L’intro de You Slept On Me évoque le commun des visuels synthpop (un soleil fluo le long d’une route bordée de silhouettes de palmiers) mais s’agrémente d’une production vocale qui mobilise le meilleur de la pop des années 2020. Allie alterne entre chant susurré et projection pop punk sans jamais laisser retomber la pression. Saddest Smile est probablement ce qui se rapproche le plus d’une ballade à ce stade de l’écoute, mais la noirceur qui émane de ses accords de synthés suggère davantage un panorama nocturne qu’une ballade sur la plage. Le guitares arpégées se chargent d’assurer les transitions au gré d’une composition qui reste très fidèle à sa trame mélodique et dépasse à peine les trois minutes. Staying Power retourne au dancefloor sur une cadence imparable. La mélodie vocale des refrains est rusée, biscornue et particulièrement mémorable.

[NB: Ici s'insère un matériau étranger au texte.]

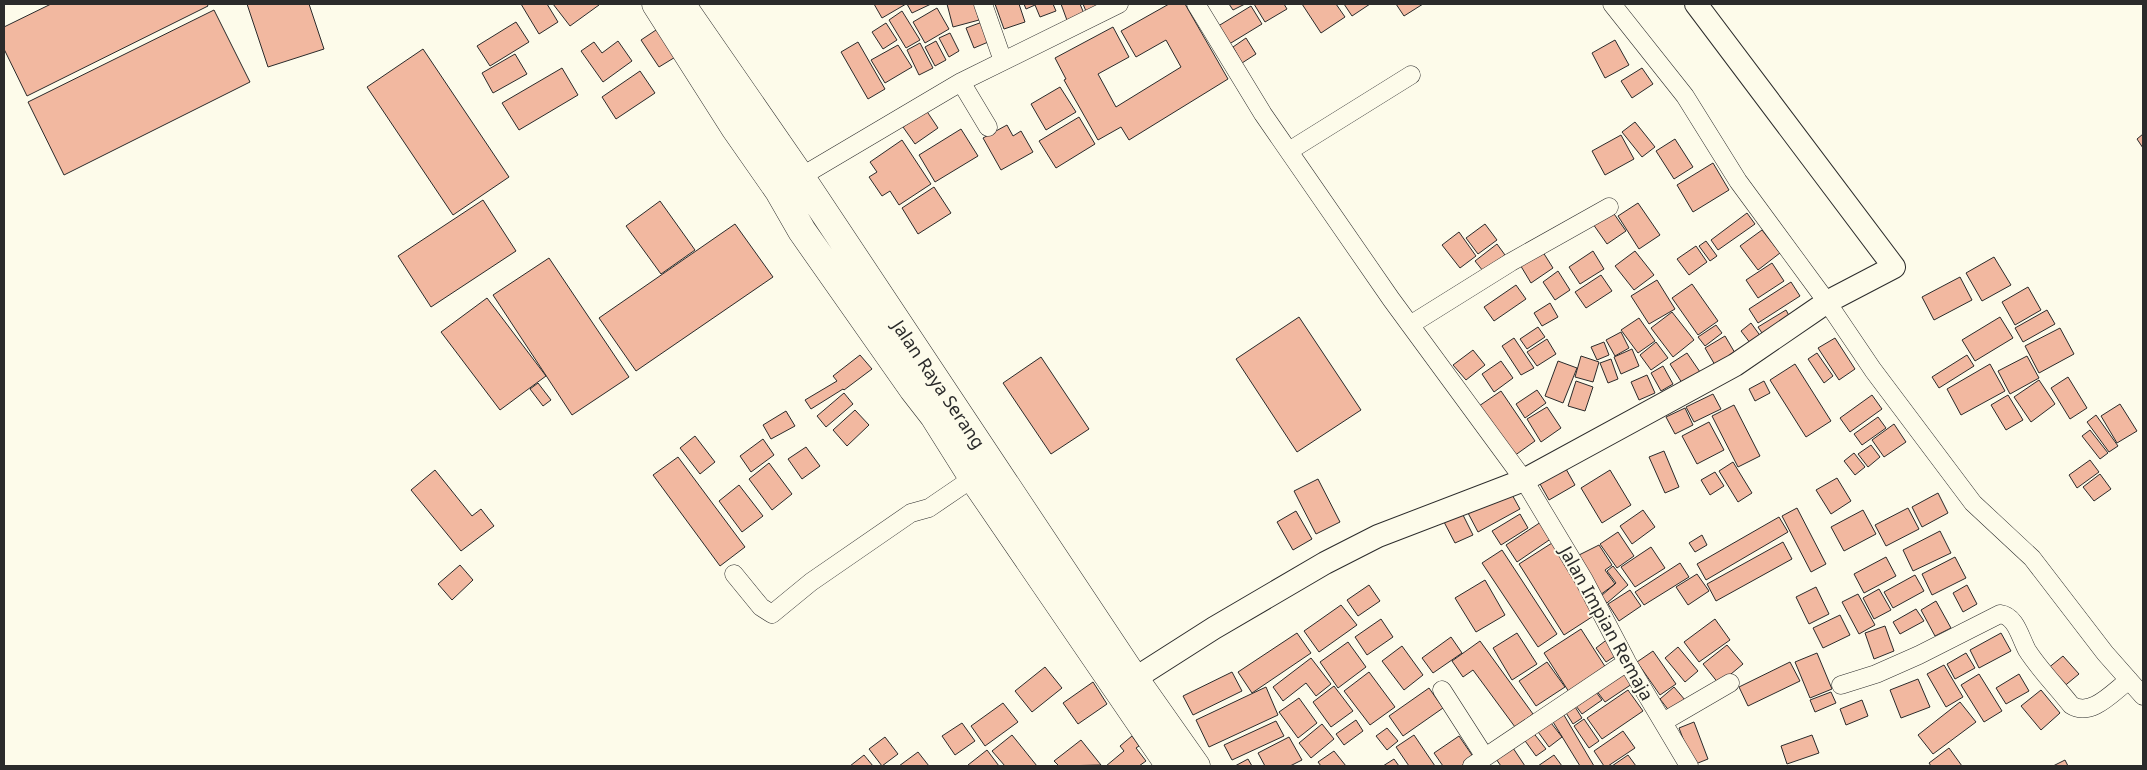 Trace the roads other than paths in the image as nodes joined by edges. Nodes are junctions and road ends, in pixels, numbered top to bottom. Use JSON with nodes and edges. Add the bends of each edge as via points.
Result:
{"nodes":[{"id":1,"x":656,"y":4,"type":"edge"},
{"id":2,"x":681,"y":4,"type":"edge"},
{"id":3,"x":983,"y":4,"type":"edge"},
{"id":4,"x":1119,"y":4,"type":"edge"},
{"id":5,"x":1196,"y":4,"type":"edge"},
{"id":6,"x":1612,"y":4,"type":"edge"},
{"id":7,"x":1696,"y":4,"type":"edge"},
{"id":8,"x":1004,"y":61,"type":"junction"},
{"id":9,"x":1411,"y":75,"type":"dead end"},
{"id":10,"x":961,"y":82,"type":"junction"},
{"id":11,"x":988,"y":127,"type":"dead end"},
{"id":12,"x":1289,"y":151,"type":"junction"},
{"id":13,"x":790,"y":183,"type":"junction"},
{"id":14,"x":1609,"y":206,"type":"dead end"},
{"id":15,"x":1827,"y":302,"type":"junction"},
{"id":16,"x":1410,"y":325,"type":"junction"},
{"id":17,"x":973,"y":478,"type":"junction"},
{"id":18,"x":1524,"y":480,"type":"junction"},
{"id":19,"x":734,"y":574,"type":"dead end"},
{"id":20,"x":1627,"y":662,"type":"junction"},
{"id":21,"x":2129,"y":680,"type":"junction"},
{"id":22,"x":1730,"y":682,"type":"dead end"},
{"id":23,"x":1125,"y":684,"type":"junction"},
{"id":24,"x":1841,"y":685,"type":"dead end"},
{"id":25,"x":1442,"y":690,"type":"dead end"},
{"id":26,"x":2143,"y":696,"type":"edge"},
{"id":27,"x":1663,"y":722,"type":"junction"},
{"id":28,"x":1478,"y":762,"type":"edge"},
{"id":29,"x":1170,"y":766,"type":"edge"},
{"id":30,"x":1196,"y":766,"type":"edge"},
{"id":31,"x":1689,"y":766,"type":"edge"}],
"edges":[{"from":1,"to":13,"type":"highway","name":"Jalan Raya Serang","via":[[735,128]]},
{"from":2,"to":13,"type":"highway","name":"Jalan Raya Serang"},
{"from":3,"to":8,"type":"street"},
{"from":4,"to":8,"type":"street"},
{"from":5,"to":12,"type":"street","name":"Jalan Impian Remaja"},
{"from":6,"to":15,"type":"street","via":[[1685,96],[1738,181]]},
{"from":7,"to":15,"type":"street","via":[[1894,268]]},
{"from":8,"to":10,"type":"street"},
{"from":9,"to":12,"type":"street"},
{"from":10,"to":11,"type":"street"},
{"from":10,"to":13,"type":"street"},
{"from":12,"to":16,"type":"street","name":"Jalan Impian Remaja"},
{"from":13,"to":17,"type":"highway","name":"Jalan Raya Serang","via":[[802,231],[934,416]]},
{"from":13,"to":23,"type":"highway","name":"Jalan Raya Serang"},
{"from":14,"to":16,"type":"street"},
{"from":15,"to":18,"type":"street","via":[[1735,365]]},
{"from":15,"to":21,"type":"street","via":[[1873,370],[1973,503],[2032,558]]},
{"from":16,"to":18,"type":"street","name":"Jalan Impian Remaja"},
{"from":17,"to":19,"type":"street","via":[[929,508],[911,513],[810,582],[772,614],[761,607]]},
{"from":17,"to":23,"type":"highway","name":"Jalan Raya Serang"},
{"from":18,"to":20,"type":"street","name":"Jalan Impian Remaja","via":[[1584,580]]},
{"from":18,"to":23,"type":"street","via":[[1378,536],[1284,587]]},
{"from":20,"to":27,"type":"street","name":"Jalan Impian Remaja"},
{"from":20,"to":28,"type":"street"},
{"from":21,"to":24,"type":"street","via":[[2091,708],[2077,710],[2028,651],[2011,618],[2000,614],[1920,655]]},
{"from":21,"to":26,"type":"street"},
{"from":22,"to":27,"type":"street"},
{"from":23,"to":29,"type":"highway","name":"Jalan Raya Serang"},
{"from":23,"to":30,"type":"highway","name":"Jalan Raya Serang"},
{"from":25,"to":28,"type":"street"},
{"from":27,"to":31,"type":"street","name":"Jalan Impian Remaja"}]} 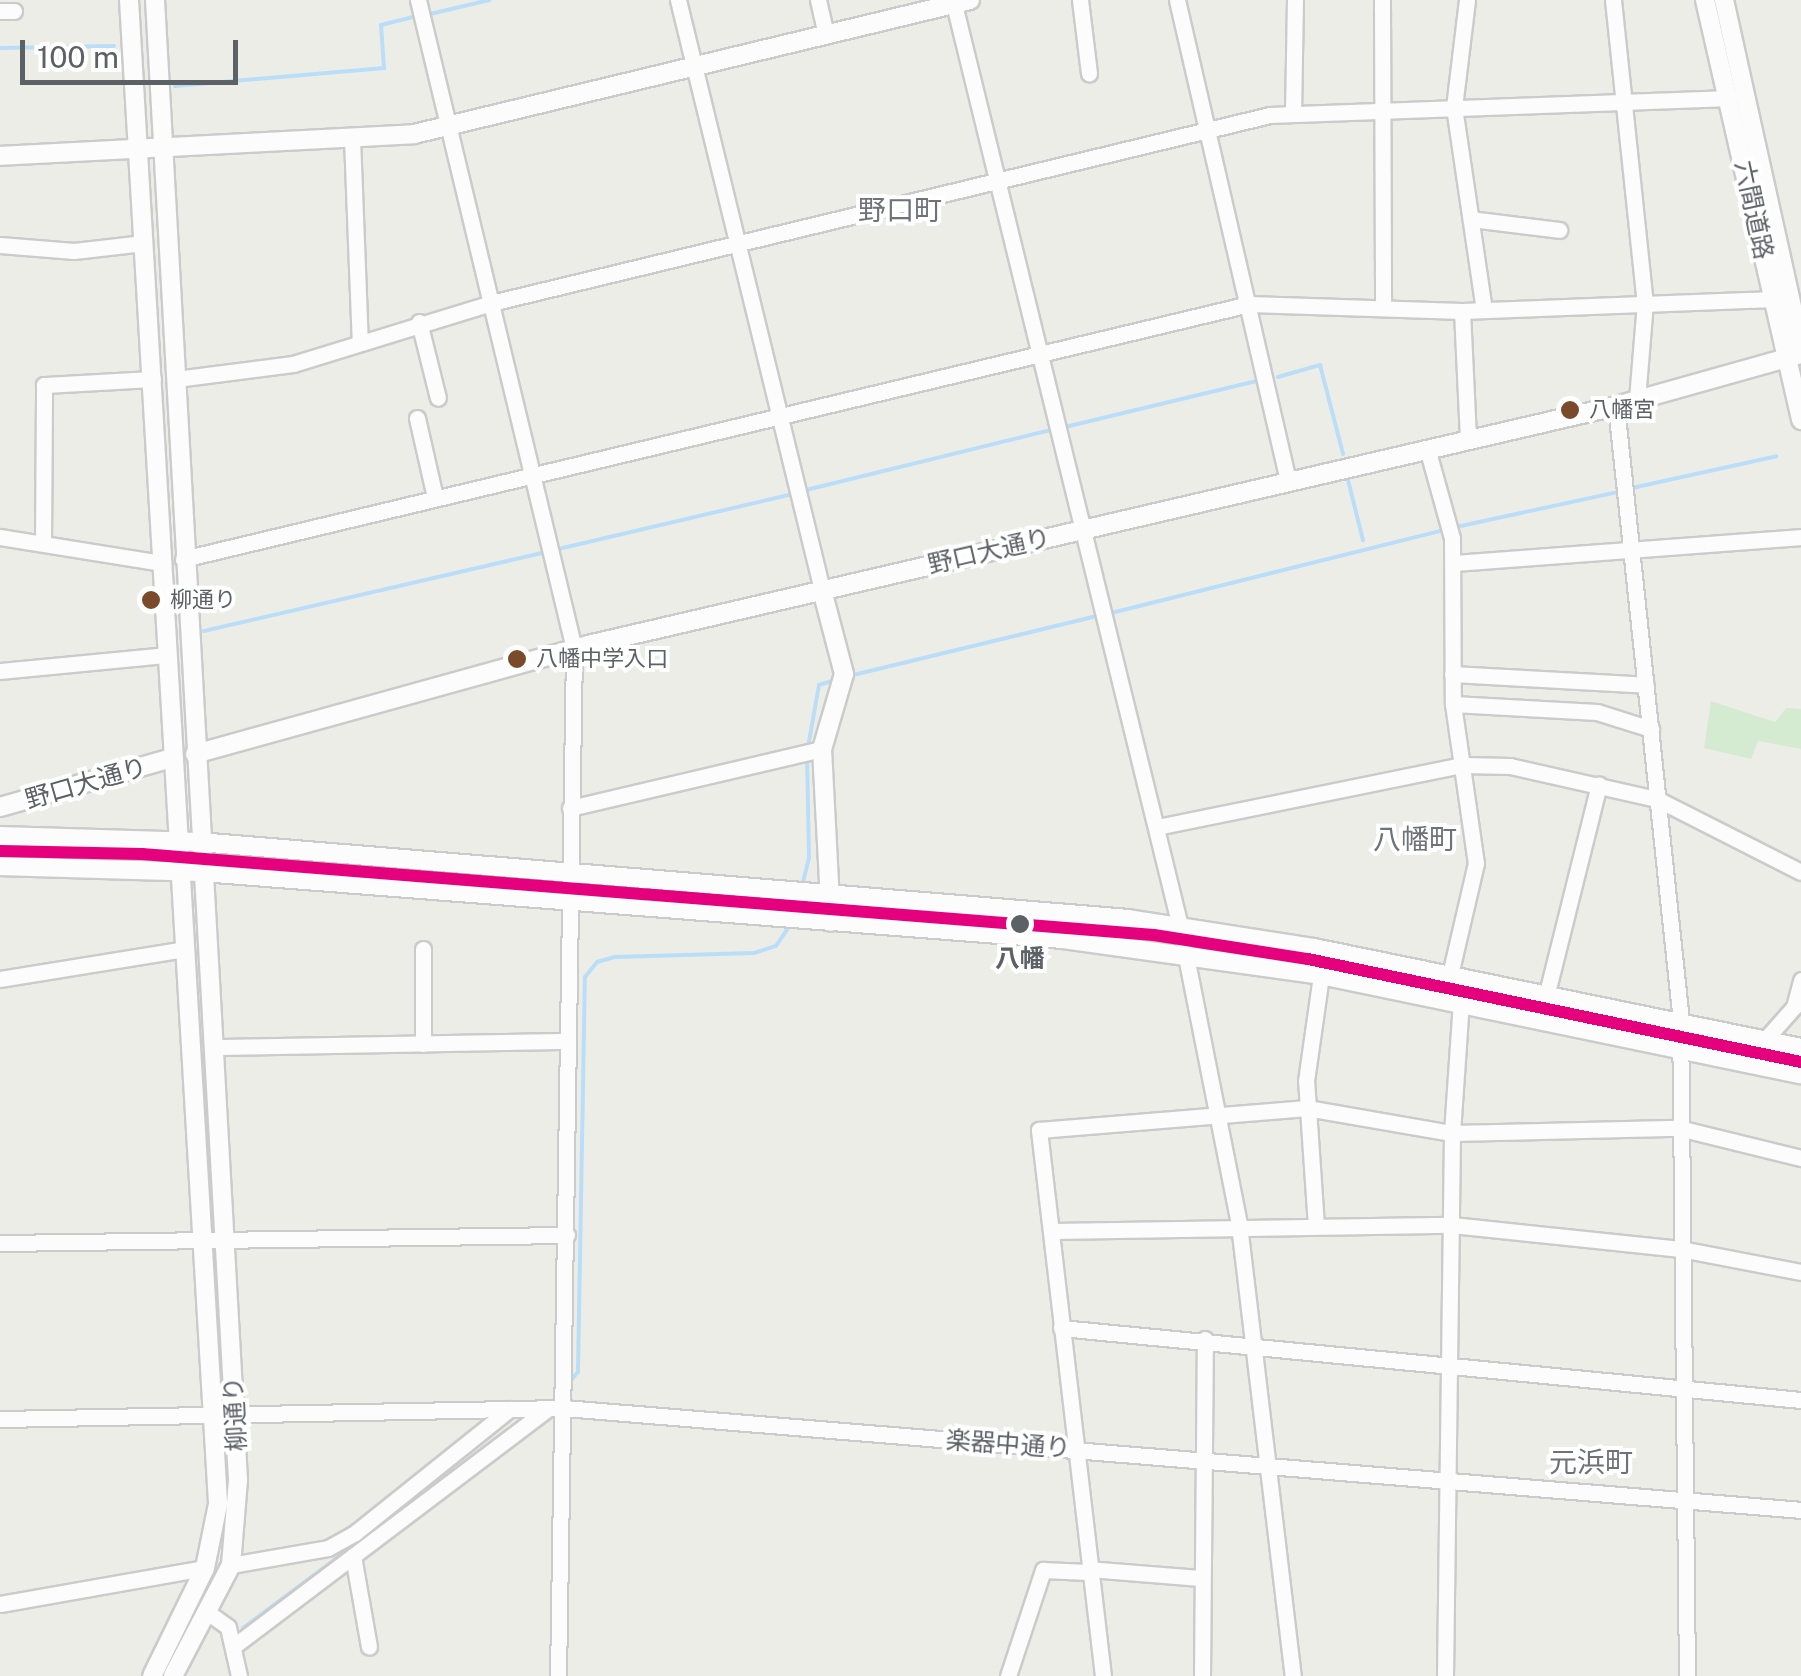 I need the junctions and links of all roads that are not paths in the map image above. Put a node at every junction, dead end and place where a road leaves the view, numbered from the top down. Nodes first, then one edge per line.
1 (129, 0) edge
2 (155, 0) edge
3 (418, 0) edge
4 (678, 0) edge
5 (818, 0) edge
6 (1080, 0) edge
7 (1177, 0) edge
8 (1295, 0) edge
9 (1382, 0) edge
10 (1467, 0) edge
11 (1613, 0) edge
12 (1705, 0) edge
13 (1724, 0) edge
14 (959, 1) edge
15 (826, 34) junction
16 (694, 66) junction
17 (1089, 73) dead end
18 (1730, 98) junction
19 (1622, 101) junction
20 (1454, 107) junction
21 (1380, 112) junction
22 (1293, 114) junction
23 (448, 126) junction
24 (1206, 128) junction
25 (352, 138) junction
26 (163, 144) junction
27 (136, 146) junction
28 (0, 156) edge
29 (997, 179) junction
30 (1470, 219) junction
31 (1559, 230) dead end
32 (736, 241) junction
33 (144, 243) junction
34 (0, 246) edge
35 (1773, 300) junction
36 (1646, 302) junction
37 (490, 303) junction
38 (1249, 304) junction
39 (1383, 307) junction
40 (1484, 309) junction
41 (1462, 310) junction
42 (419, 322) junction
43 (360, 342) junction
44 (1801, 346) edge
45 (1037, 355) junction
46 (1794, 358) edge
47 (152, 379) junction
48 (176, 379) junction
49 (438, 398) dead end
50 (1637, 399) junction
51 (1616, 406) junction
52 (780, 415) junction
53 (417, 418) dead end
54 (1801, 420) edge
55 (1468, 438) junction
56 (1427, 448) junction
57 (532, 475) junction
58 (1288, 480) junction
59 (435, 498) junction
60 (1080, 530) junction
61 (0, 536) edge
62 (1801, 537) edge
63 (44, 540) junction
64 (1633, 550) junction
65 (183, 558) junction
66 (163, 563) junction
67 (1455, 563) junction
68 (822, 590) junction
69 (574, 649) junction
70 (165, 655) junction
71 (0, 671) edge
72 (1452, 674) junction
73 (1646, 686) junction
74 (1453, 704) junction
75 (1651, 729) junction
76 (822, 749) junction
77 (195, 754) junction
78 (172, 758) junction
79 (1462, 765) junction
80 (1599, 784) junction
81 (1657, 799) junction
82 (0, 807) edge
83 (570, 808) junction
84 (1157, 827) junction
85 (0, 836) edge
86 (189, 842) junction
87 (0, 866) edge
88 (181, 871) junction
89 (202, 872) junction
90 (1801, 872) edge
91 (570, 875) junction
92 (832, 895) junction
93 (571, 902) junction
94 (831, 922) junction
95 (1180, 926) junction
96 (186, 949) junction
97 (423, 949) dead end
98 (1181, 954) junction
99 (1321, 975) junction
100 (1450, 976) junction
101 (0, 979) edge
102 (1801, 980) edge
103 (1546, 997) junction
104 (1462, 1002) junction
105 (1680, 1027) junction
106 (568, 1041) junction
107 (1763, 1042) junction
108 (423, 1044) junction
109 (1679, 1047) junction
110 (214, 1048) junction
111 (1801, 1048) edge
112 (1801, 1074) edge
113 (1307, 1108) junction
114 (1218, 1115) junction
115 (1679, 1128) junction
116 (1452, 1133) junction
117 (1801, 1158) edge
118 (1452, 1225) junction
119 (1239, 1226) junction
120 (1316, 1226) junction
121 (1053, 1231) junction
122 (566, 1235) junction
123 (203, 1241) junction
124 (225, 1241) junction
125 (0, 1244) edge
126 (1682, 1249) junction
127 (1801, 1272) edge
128 (1061, 1328) junction
129 (1205, 1339) junction
130 (1254, 1343) junction
131 (1449, 1362) junction
132 (1684, 1385) junction
133 (560, 1398) junction
134 (1801, 1400) edge
135 (510, 1410) junction
136 (235, 1415) junction
137 (213, 1416) junction
138 (0, 1418) edge
139 (1072, 1448) junction
140 (1206, 1459) junction
141 (1268, 1464) junction
142 (1447, 1481) junction
143 (1688, 1500) junction
144 (1801, 1510) edge
145 (353, 1556) junction
146 (231, 1565) junction
147 (205, 1568) junction
148 (1088, 1571) junction
149 (1200, 1578) junction
150 (0, 1604) edge
151 (210, 1614) junction
152 (234, 1646) junction
153 (368, 1648) dead end
154 (152, 1676) edge
155 (173, 1676) edge
156 (239, 1676) edge
157 (558, 1676) edge
158 (1008, 1676) edge
159 (1103, 1676) edge
160 (1202, 1676) edge
161 (1293, 1676) edge
162 (1445, 1676) edge
163 (1688, 1676) edge

1 - 27 street, 柳通り
2 - 26 street, 柳通り
3 - 23 street
4 - 16 street
5 - 15 street
6 - 17 street
7 - 24 street
8 - 22 street
9 - 21 street
10 - 20 street
11 - 19 street
12 - 18 street, 六間道路
13 - 44 street, 六間道路
14 - 15 street
14 - 29 street
15 - 16 street
16 - 23 street
16 - 32 street
18 - 19 street
18 - 35 street, 六間道路
19 - 20 street
19 - 36 street
20 - 21 street
20 - 30 street
21 - 22 street
21 - 39 street
22 - 24 street
23 - 25 street
23 - 37 street
24 - 29 street
24 - 38 street
25 - 26 street
25 - 43 street
26 - 27 street
26 - 48 street, 柳通り
27 - 28 street
27 - 33 street, 柳通り
29 - 32 street
29 - 45 street
30 - 31 street
30 - 40 street
32 - 37 street
32 - 52 street
33 - 34 street
33 - 47 street, 柳通り
35 - 36 street
35 - 46 street, 六間道路
36 - 40 street
36 - 50 street
37 - 42 street
37 - 57 street
38 - 39 street
38 - 45 street
38 - 58 street
39 - 41 street
40 - 41 street
41 - 55 street
42 - 43 street
42 - 49 street
43 - 48 street
45 - 52 street
45 - 60 street
46 - 50 street, 野口大通り
46 - 54 street, 六間道路
47 - 63 street
47 - 66 street, 柳通り
48 - 65 street, 柳通り
50 - 51 street, 野口大通り
51 - 55 street, 野口大通り
51 - 64 street
52 - 57 street
52 - 68 street
53 - 59 street
55 - 56 street, 野口大通り
56 - 58 street, 野口大通り
56 - 67 street
57 - 59 street
57 - 69 street
58 - 60 street, 野口大通り
59 - 65 street
60 - 68 street, 野口大通り
60 - 84 street
61 - 63 street
62 - 64 street
63 - 66 street
64 - 67 street
64 - 73 street
65 - 77 street, 柳通り
66 - 70 street, 柳通り
67 - 72 street
68 - 69 street, 野口大通り
68 - 76 street
69 - 77 street, 野口大通り
69 - 83 street
70 - 71 street
70 - 78 street, 柳通り
72 - 73 street
72 - 74 street
73 - 75 street
74 - 75 street
74 - 79 street
75 - 81 street
76 - 83 street
76 - 92 street
77 - 86 street, 柳通り
78 - 82 street, 野口大通り
78 - 86 street, 柳通り
79 - 80 street
79 - 84 street
79 - 100 street
80 - 81 street
80 - 103 street
81 - 90 street
81 - 105 street
83 - 91 street
84 - 95 street
85 - 86 street
86 - 88 street, 柳通り
86 - 89 street, 柳通り
86 - 91 street
87 - 88 street
88 - 89 street
88 - 96 street, 柳通り
89 - 93 street
89 - 110 street, 柳通り
91 - 92 street
91 - 93 street
92 - 94 street
92 - 95 street
93 - 94 street
93 - 106 street
94 - 98 street
95 - 98 street
95 - 100 street
96 - 101 street
96 - 123 street, 柳通り
97 - 108 street
98 - 99 street
98 - 114 street
99 - 104 street
99 - 113 street
100 - 103 street
102 - 107 street
103 - 105 street
104 - 109 street
104 - 116 street
105 - 107 street
105 - 109 street
106 - 108 street
106 - 122 street
107 - 111 street
108 - 110 street
109 - 112 street
109 - 115 street
110 - 124 street, 柳通り
113 - 114 street
113 - 116 street
113 - 120 street
114 - 119 street
114 - 121 street
115 - 116 street
115 - 117 street
115 - 126 street
116 - 118 street
118 - 120 street
118 - 126 street
118 - 131 street
119 - 120 street
119 - 121 street
119 - 130 street
121 - 128 street
122 - 124 street
122 - 133 street
123 - 124 street
123 - 125 street
123 - 137 street, 柳通り
124 - 136 street, 柳通り
126 - 127 street
126 - 132 street
128 - 129 street
128 - 139 street
129 - 130 street
129 - 140 street
130 - 131 street
130 - 141 street
131 - 132 street
131 - 142 street
132 - 134 street
132 - 143 street
133 - 135 street, 楽器中通り
133 - 139 street, 楽器中通り
133 - 145 street
133 - 157 street
135 - 136 street, 楽器中通り
135 - 146 street
136 - 137 street, 楽器中通り
136 - 146 street, 柳通り
137 - 138 street, 楽器中通り
137 - 147 street, 柳通り
139 - 140 street, 楽器中通り
139 - 148 street
140 - 141 street, 楽器中通り
140 - 149 street
141 - 142 street, 楽器中通り
141 - 161 street
142 - 143 street, 楽器中通り
142 - 162 street
143 - 144 street, 楽器中通り
143 - 163 street
145 - 152 street
145 - 153 street
146 - 151 street, 柳通り
147 - 150 street
147 - 154 street, 柳通り
148 - 149 street
148 - 158 street
148 - 159 street
149 - 160 street
151 - 152 street
151 - 155 street, 柳通り
152 - 156 street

L’album s’achève sur l’un de ses titres les plus synthétiques et pop avec Truly Dreams, qui aurait quasiment pu figurer sur le Future Nostalgia de Dua Lipa. La différence est principalement perceptible sur la seconde moitié de la chanson, qui fait reluire des arpèges de guitares qu’on aurait pu imaginer entendre chez Drab Majesty ou Jonathan Bree. Le rendu est naturellement plaisant, mais plusieurs des titres précédents avaient de quoi offrir à Girl With No Face une conclusion plus divergente et représentative des grandes qualités plastiques de l’album. Il n’en reste pas moins que cette nouvelle fournée est de fort belle facture, et laisse présager le meilleur pour une artiste dont les prochaines sorties seront sans aucun doute examinées avec un intérêt grandissant.